En
algún rincón de una Europa al borde de la guerra, había un Edén donde vivían un
hombre, una mujer y un niño rodeados de animales. Para ellos, eso era toda su
vida. El amor hacia ellos bastaba para darse cuenta de su enorme dedicación.
Eran cariño derramado hacia esas fieras enjauladas en un zoo en el que parecía
que la cautividad no importaba. Solo las horas para hacer que sus animales
fueran felices era el motor de toda su existencia. Y eso fue así hasta que la guerra
acabó con el jardín del Edén.
Eva, corajuda y
decidida, se dio cuenta de que los animales en Varsovia no tenían mucho futuro
así que, después de la ocupación nazi, dio un paso adelante y comenzó a
derramar todo ese cariño en las personas. Se trataba de dar cobijo a los judíos
que su marido sacaba del infame ghetto y poner el zoo a disposición de ellos
como estación de paso hacia la libertad. Así, el Edén roto y desvencijado, con
sus jaulas derribadas, comenzó a tener sentido de nuevo. La generosidad, en el
fondo, es lo que verdaderamente mueve al ser humano.
No es fácil mantener
ese estado de ánimo con el acoso de un hombre atrapado entre su ética y su
deseo. Mientras, ahí fuera, no deja de haber muertos, rebeliones inútiles,
desmanes innombrables, desprecio, ira, desolación. El zoo es como un oasis
donde la noche se hace día y la música resuena como si fuera un preludio de la
libertad. Habrá que hacer muchos sacrificios siempre dentro de la corrección y
de la bondad. Así, es posible que también se pague con bondad y la guerra
parezca un poco, solo un poco, menos salvaje.
Interesante
planteamiento el de esta película que peca de un nudo trastabillado, que le
cuesta avanzar de la mano de la cada vez más impresionante Jessica Chastain.
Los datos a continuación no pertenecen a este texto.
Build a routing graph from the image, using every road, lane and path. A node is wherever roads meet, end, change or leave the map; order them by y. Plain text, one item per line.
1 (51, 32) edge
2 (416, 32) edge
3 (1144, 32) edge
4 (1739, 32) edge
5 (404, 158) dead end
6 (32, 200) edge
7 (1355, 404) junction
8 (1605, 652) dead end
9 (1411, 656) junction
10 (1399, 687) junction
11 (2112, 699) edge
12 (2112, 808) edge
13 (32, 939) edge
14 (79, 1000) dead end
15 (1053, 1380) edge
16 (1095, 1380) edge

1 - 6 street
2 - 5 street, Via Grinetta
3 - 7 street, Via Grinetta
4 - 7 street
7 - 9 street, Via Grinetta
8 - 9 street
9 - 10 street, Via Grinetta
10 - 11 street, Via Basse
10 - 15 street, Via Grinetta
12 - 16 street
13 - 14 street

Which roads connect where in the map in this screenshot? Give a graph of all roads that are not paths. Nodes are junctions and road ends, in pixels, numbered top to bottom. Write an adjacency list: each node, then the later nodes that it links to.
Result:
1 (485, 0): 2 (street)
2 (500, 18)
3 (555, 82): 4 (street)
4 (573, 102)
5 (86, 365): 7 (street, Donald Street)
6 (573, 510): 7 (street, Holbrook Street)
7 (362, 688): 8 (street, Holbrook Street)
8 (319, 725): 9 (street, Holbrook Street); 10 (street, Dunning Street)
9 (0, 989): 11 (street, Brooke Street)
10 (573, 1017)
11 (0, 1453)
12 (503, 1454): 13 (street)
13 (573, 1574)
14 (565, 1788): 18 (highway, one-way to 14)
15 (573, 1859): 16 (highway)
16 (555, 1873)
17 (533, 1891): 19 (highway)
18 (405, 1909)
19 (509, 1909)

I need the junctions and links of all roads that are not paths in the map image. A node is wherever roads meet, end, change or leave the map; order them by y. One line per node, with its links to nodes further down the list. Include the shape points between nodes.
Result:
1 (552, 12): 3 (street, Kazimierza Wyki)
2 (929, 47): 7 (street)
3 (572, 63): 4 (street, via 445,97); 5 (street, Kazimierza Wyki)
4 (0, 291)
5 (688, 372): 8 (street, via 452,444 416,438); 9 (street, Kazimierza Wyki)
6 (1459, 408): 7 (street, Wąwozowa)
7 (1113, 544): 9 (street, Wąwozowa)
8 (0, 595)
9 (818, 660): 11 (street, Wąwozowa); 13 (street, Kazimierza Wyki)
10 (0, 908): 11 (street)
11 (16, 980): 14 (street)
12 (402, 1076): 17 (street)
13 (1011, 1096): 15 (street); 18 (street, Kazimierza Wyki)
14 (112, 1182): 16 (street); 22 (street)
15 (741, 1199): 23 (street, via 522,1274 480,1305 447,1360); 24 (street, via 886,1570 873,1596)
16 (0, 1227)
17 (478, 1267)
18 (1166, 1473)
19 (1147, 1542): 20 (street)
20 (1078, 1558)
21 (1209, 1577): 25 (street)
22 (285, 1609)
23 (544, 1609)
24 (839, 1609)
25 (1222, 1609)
Suspenso para Daniel Brühl como el hombre de ciencia que se ve atrapado por la
erótica del poder y por su debilidad. Y mención especial merece Johan
Heldenberg, que aporta presencia y espíritu como marido de Chastain, con cierta
intensidad y buenas maneras. Más allá de eso, puede que en algún momento se
vislumbre la ausencia de una buena producción y la torpeza de un guión
encallado, pero se deja ver, se deja sufrir y, sobre todo, se deja sentir.
Y es que no se puede
dejar caer la moral a los pies de unas botas para justificar la barbarie y la
impunidad. Los seres humanos no son animales y nacen con el derecho inalienable
de la libertad por mucho que a su alrededor solo existan jaulas. Y eso es algo
que no se le puede arrebatar. El camello corre, el tigre ruge y las balas silban
y parece que eso es suficiente como para tener una razón que permita arrasar
con todo. Y no es así. Tal vez, tendríamos que sentir el cariño que es capaz de
desprender un animal y el inabarcable amor que puede atesorar una mujer. Solo
así podríamos darnos cuenta de lo hermosa que puede ser la vida incluso en las
condiciones más difíciles. Y también de la fiereza de nuestro carácter cuando
despreciamos a los que saben hacer de la vida un lugar acogedor que no deja de
dar razones para la esperanza. Y ésa, también, es una palabra que no hay que
olvidar nunca.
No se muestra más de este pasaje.